*Problem statement*: Look through the records below, and whenever a line contains "solid", copy it.

*Record extracts*:
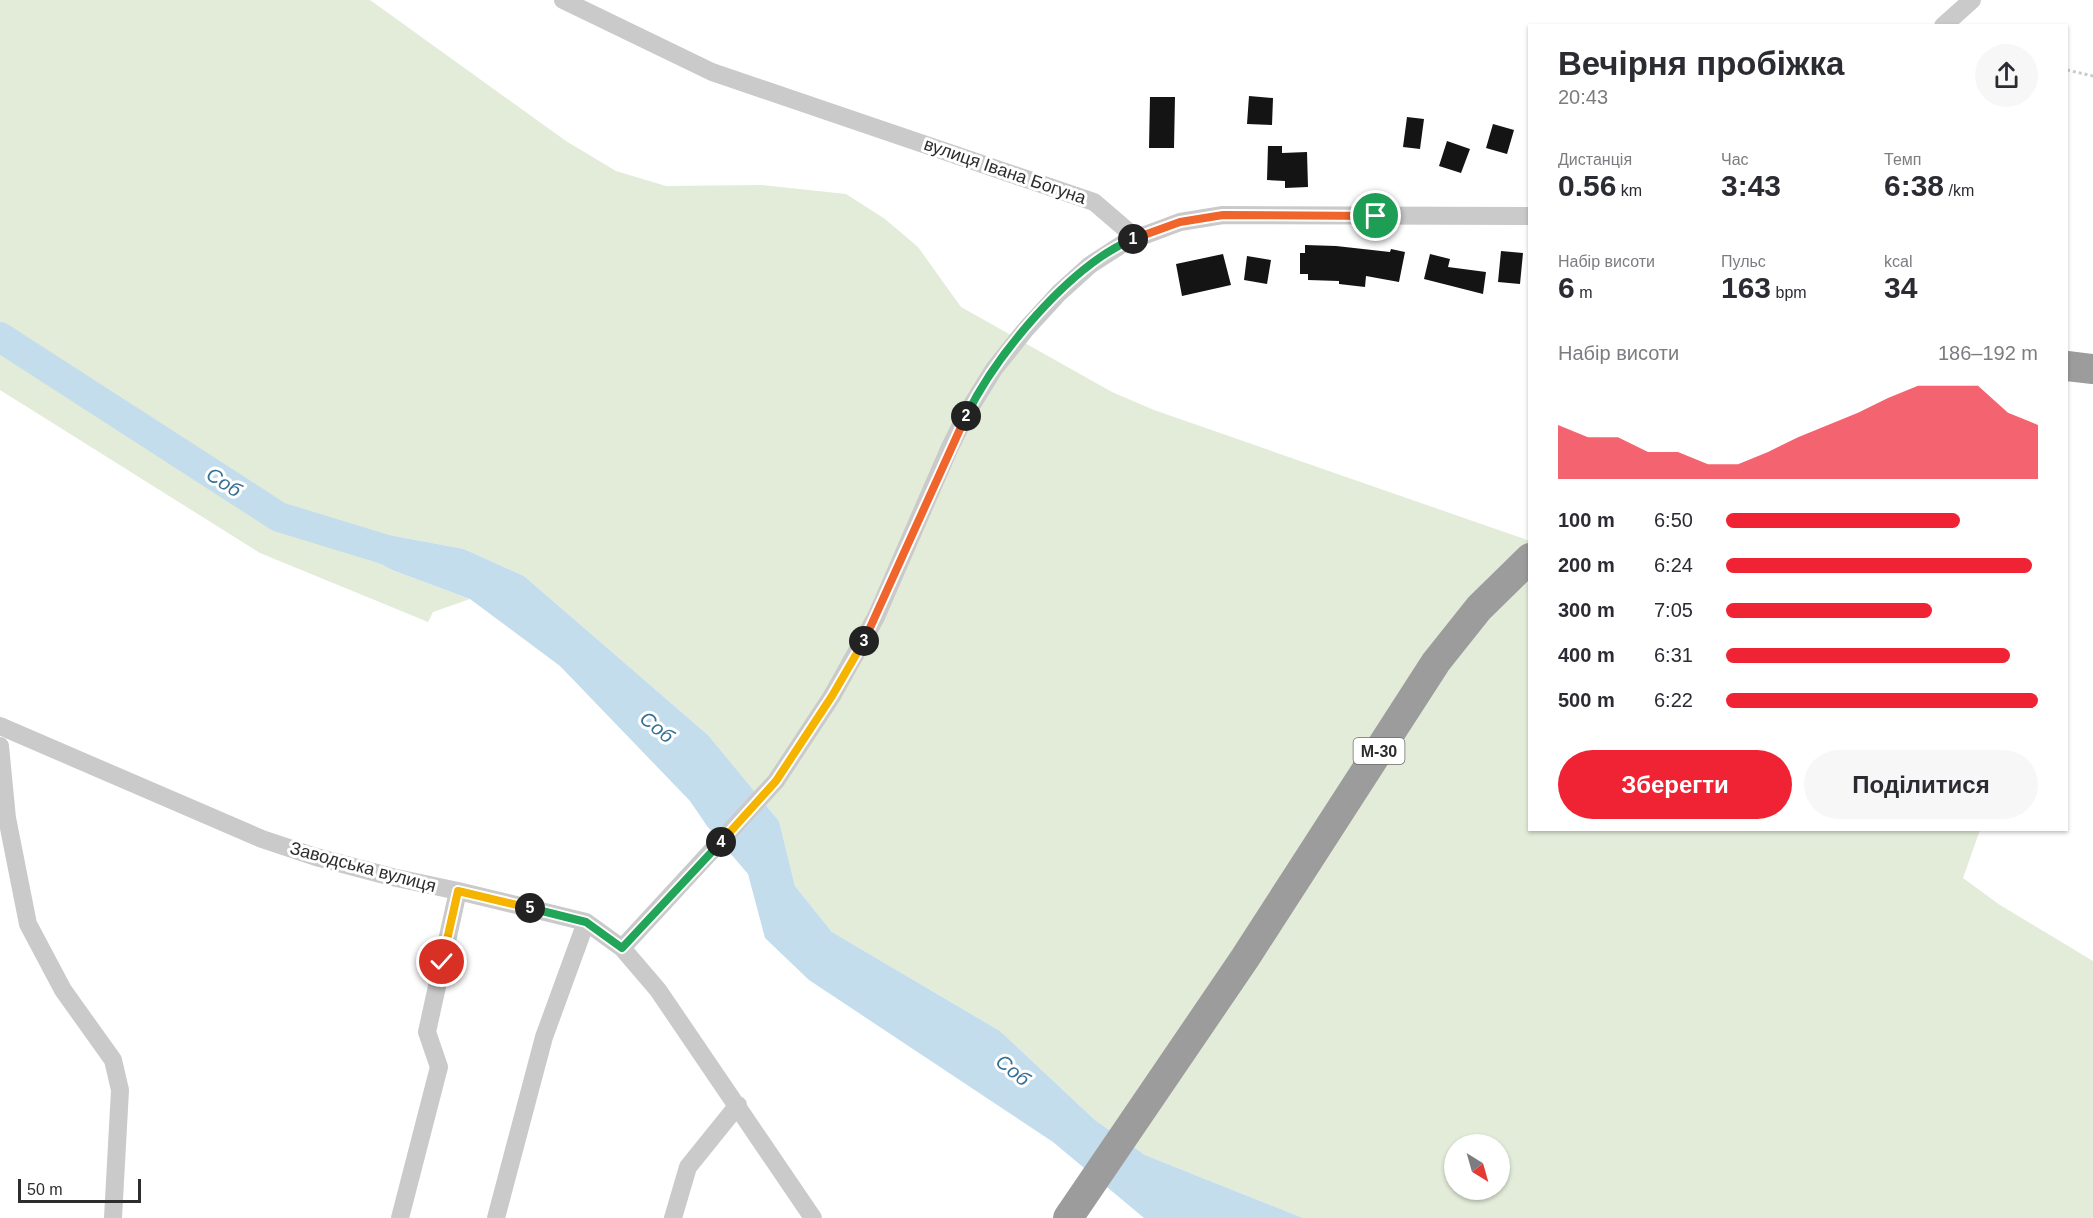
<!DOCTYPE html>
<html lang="uk">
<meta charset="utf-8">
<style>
body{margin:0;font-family:Arial,sans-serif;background:#f7f7f7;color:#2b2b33;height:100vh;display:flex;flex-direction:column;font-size:22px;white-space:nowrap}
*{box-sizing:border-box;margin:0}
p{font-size:20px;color:#7c7c81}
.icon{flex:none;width:33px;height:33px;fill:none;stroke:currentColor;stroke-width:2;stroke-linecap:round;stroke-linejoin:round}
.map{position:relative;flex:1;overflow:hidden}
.panel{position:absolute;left:1528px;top:24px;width:540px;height:807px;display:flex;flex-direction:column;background:#fff;border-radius:0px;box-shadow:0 2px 4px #0004}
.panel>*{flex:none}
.needle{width:39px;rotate:143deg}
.controls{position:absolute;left:1444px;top:1134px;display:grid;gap:12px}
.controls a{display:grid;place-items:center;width:66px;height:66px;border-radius:50%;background:#fff;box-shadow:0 2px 4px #0004;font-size:30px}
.scale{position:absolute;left:18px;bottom:15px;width:123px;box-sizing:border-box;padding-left:6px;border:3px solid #2d2d2d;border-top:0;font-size:16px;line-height:21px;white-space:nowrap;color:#2d2d2d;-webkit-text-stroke:4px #fff;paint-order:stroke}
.pin{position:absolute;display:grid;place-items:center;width:51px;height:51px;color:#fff;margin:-26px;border:3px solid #fff;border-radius:50%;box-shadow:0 2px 6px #0007}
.km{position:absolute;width:30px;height:30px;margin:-15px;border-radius:50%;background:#222;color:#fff;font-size:16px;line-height:30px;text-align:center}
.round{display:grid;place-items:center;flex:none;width:63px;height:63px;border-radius:32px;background:#f7f7f7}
.overview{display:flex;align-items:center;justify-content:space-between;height:102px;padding:0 30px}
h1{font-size:33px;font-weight:700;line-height:45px}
.metrics{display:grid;grid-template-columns:repeat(3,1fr);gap:9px;height:102px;padding:6px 30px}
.metrics div{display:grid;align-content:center}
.metrics b{font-size:30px;font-weight:700}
.metrics small{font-size:16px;font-weight:400}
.metrics p{font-size:16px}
.chart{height:168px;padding:12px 30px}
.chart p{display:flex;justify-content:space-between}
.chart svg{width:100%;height:108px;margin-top:6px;fill:#f02334;opacity:.7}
.button{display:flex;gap:12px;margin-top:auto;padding:12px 30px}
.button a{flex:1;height:69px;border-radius:36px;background:#f02334;color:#fff;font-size:24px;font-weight:700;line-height:69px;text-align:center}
.button a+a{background:#f7f7f7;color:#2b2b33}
ul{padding:0 30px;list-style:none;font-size:20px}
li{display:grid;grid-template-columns:96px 72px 1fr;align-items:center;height:45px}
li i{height:15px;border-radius:8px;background:#f02334}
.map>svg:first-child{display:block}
.green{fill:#e3ecd9;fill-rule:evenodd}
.water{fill:#c3dded}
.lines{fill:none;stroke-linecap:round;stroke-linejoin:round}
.river{stroke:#c3dded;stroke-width:30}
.building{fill:#141414}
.path{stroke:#cacaca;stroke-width:3;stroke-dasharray:3 3;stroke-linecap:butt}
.minor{stroke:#cacaca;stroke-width:18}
.trunk{stroke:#9c9c9c;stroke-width:30}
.split-1-casing{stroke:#fff;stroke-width:12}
.split-2-casing{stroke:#fff;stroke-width:12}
.split-3-casing{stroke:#fff;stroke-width:12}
.split-4-casing{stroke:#fff;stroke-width:12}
.split-5-casing{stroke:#fff;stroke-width:12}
.split-6-casing{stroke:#fff;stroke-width:12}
.split-1{stroke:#f0652b;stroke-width:8}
.split-2{stroke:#22a559;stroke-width:8}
.split-3{stroke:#f0652b;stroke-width:8}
.split-4{stroke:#f5b400;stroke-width:8}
.split-5{stroke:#22a559;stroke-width:8}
.split-6{stroke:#f5b400;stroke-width:8}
.labels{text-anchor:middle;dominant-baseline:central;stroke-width:6;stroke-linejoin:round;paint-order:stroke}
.shield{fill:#fff;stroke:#6c6c6c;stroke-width:1.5}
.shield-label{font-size:16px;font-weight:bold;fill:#2d2d2d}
.street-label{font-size:18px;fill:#2d2d2d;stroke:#fff}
.water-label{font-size:20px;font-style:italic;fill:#367093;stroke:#fff}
</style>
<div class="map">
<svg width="2093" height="1218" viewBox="0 0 2093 1218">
<rect width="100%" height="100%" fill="#fff"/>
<path class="green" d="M 0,0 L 370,0 L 566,141 L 616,171 L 666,186 L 762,185 L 846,194 L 885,219 L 918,247 L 961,307 L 1112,392 L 1154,410 L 1530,541 L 1530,830 L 1980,830 L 1963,878 L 2000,905 L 2093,961 L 2093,1218 L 1303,1218 L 1145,1155 L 1095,1120 L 1000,1031 L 832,932 L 795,886 L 779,821 L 708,735 L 524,576 L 464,549 L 389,535 L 363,543 L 379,563 L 392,570 L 470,599 L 433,612 L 428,622 L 260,553 L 0,390 ZM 1455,1144 L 1500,1144 L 1500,1190 L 1455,1190 Z"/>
<path class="water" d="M 389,535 L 464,549 L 524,576 L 708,735 L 779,821 L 795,886 L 832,932 L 1000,1031 L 1095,1120 L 1145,1155 L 1303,1218 L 1144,1218 L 1053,1142 L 809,980 L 765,938 L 748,874 L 707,826 L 690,801 L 560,666 L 470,599 L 392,570 L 379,563 L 362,543 L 374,537 Z"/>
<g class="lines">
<path class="river" d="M 0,337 L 279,517 L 400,554"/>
</g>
<path class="building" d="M 1249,96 L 1273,98 L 1272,125 L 1247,124 Z
M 1150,97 L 1175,97 L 1174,148 L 1149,148 Z
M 1407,117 L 1424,119 L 1420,149 L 1403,147 Z
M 1493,124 L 1514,130 L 1507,154 L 1486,148 Z
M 1447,141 L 1470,149 L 1461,173 L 1439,166 Z
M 1268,146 L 1282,146 L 1282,153 L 1307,152 L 1308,187 L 1285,188 L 1285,181 L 1267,180 Z
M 1305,245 L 1336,246 L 1390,252 L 1391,249 L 1405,252 L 1399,282 L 1366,276 L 1365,287 L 1339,284 L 1339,281 L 1308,280 L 1308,274 L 1300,274 L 1300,253 L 1305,253 Z
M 1501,251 L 1523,253 L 1520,284 L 1498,282 Z
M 1223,254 L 1231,285 L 1182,296 L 1176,264 Z
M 1430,254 L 1450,259 L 1448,267 L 1486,272 L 1483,294 L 1424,279 Z
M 1247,256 L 1271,260 L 1267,284 L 1244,280 Z"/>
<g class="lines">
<path class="path" d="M 2067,70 L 2093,76"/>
<path class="minor" d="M 563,0 L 712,72 L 1094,202 L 1136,238
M 1943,26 L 1972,0
M 0,726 L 262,839 L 316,857 L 392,877 L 458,891 L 586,922 L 622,948 L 658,990 L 813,1218
M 0,746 L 7,818 L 28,924 L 63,990 L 113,1060 L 120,1090 L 113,1218
M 622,948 L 776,781 L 832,696 L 876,617 L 950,447 L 968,411 L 994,369 L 1026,329 L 1059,293 L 1090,265 L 1124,243 L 1180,222 L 1223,215 L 1530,216
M 400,1218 L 439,1067 L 427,1032 L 458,891
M 496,1218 L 544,1037 L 586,922
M 673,1218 L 688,1167 L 738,1105"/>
<path class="trunk" d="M 2067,366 L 2093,369
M 1068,1218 L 1245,958 L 1436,662 L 1479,608 L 1530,558"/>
</g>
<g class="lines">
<g class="split-1-casing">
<path id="split-1" d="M 1133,239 L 1180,222 L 1223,215 L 1376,216"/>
</g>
<g class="split-2-casing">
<path id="split-2" d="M 966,416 C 996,355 1069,266 1133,239"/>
</g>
<g class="split-3-casing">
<path id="split-3" d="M 864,641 L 966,416"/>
</g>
<g class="split-4-casing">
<path id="split-4" d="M 721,842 L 776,781 L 832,696 L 864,641"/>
</g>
<g class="split-5-casing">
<path id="split-5" d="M 530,908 L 586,922 L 622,948 L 721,842"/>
</g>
<g class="split-6-casing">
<path id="split-6" d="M 442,962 L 458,891 L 530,908"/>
</g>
<use href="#split-1" class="split-1"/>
<use href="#split-2" class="split-2"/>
<use href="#split-3" class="split-3"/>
<use href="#split-4" class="split-4"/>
<use href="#split-5" class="split-5"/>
<use href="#split-6" class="split-6"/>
</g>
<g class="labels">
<rect class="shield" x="1353.5" y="738" width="51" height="26" rx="4.5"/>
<g class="shield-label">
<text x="1379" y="751">М-30</text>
</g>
<g class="street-label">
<text transform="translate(1005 171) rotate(19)">вулиця Івана Богуна</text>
<text transform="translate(363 867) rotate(15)">Заводська вулиця</text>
</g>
<g class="water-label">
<text transform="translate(224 482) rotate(33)">Соб</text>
<text transform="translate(657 727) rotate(39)">Соб</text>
<text transform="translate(1013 1070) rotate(39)">Соб</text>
</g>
</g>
</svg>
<div class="controls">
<a><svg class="needle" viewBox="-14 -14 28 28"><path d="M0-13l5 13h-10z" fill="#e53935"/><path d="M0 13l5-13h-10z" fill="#7c7c81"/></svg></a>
</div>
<div class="scale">50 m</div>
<div class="pin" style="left:1376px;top:216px;background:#1e9e55"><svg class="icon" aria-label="arrive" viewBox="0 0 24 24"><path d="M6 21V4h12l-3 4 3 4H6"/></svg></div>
<div class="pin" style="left:442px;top:962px;background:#d93025"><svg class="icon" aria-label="check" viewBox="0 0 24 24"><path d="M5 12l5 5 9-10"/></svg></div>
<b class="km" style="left:1133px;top:239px">1</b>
<b class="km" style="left:966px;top:416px">2</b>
<b class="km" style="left:864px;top:641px">3</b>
<b class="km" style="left:721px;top:842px">4</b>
<b class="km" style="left:530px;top:908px">5</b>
<section class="panel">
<div class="overview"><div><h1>Вечірня пробіжка</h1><p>20:43</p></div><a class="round"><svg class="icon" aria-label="share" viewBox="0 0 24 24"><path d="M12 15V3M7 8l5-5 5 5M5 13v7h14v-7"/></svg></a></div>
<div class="metrics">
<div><p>Дистанція</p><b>0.56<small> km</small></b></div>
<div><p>Час</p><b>3:43</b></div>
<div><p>Темп</p><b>6:38<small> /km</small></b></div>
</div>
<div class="metrics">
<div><p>Набір висоти</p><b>6<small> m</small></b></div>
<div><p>Пульс</p><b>163<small> bpm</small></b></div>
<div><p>kcal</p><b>34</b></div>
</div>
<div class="chart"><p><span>Набір висоти</span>186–192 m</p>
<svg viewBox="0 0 160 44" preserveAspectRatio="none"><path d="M0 44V22L10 27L20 27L30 33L40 33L50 38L60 38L70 33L80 27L90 22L100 17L110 11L120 6L130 6L140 6L150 17L160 22V44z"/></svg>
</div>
<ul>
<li><b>100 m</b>6:50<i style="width:75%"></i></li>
<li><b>200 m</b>6:24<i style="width:98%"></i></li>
<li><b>300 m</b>7:05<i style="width:66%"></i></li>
<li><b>400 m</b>6:31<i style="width:91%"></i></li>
<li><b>500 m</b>6:22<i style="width:100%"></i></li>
</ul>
<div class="button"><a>Зберегти</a><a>Поділитися</a></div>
</section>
</div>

*Response to the exercise*:
.scale{position:absolute;left:18px;bottom:15px;width:123px;box-sizing:border-box;padding-left:6px;border:3px solid #2d2d2d;border-top:0;font-size:16px;line-height:21px;white-space:nowrap;color:#2d2d2d;-webkit-text-stroke:4px #fff;paint-order:stroke}
.pin{position:absolute;display:grid;place-items:center;width:51px;height:51px;color:#fff;margin:-26px;border:3px solid #fff;border-radius:50%;box-shadow:0 2px 6px #0007}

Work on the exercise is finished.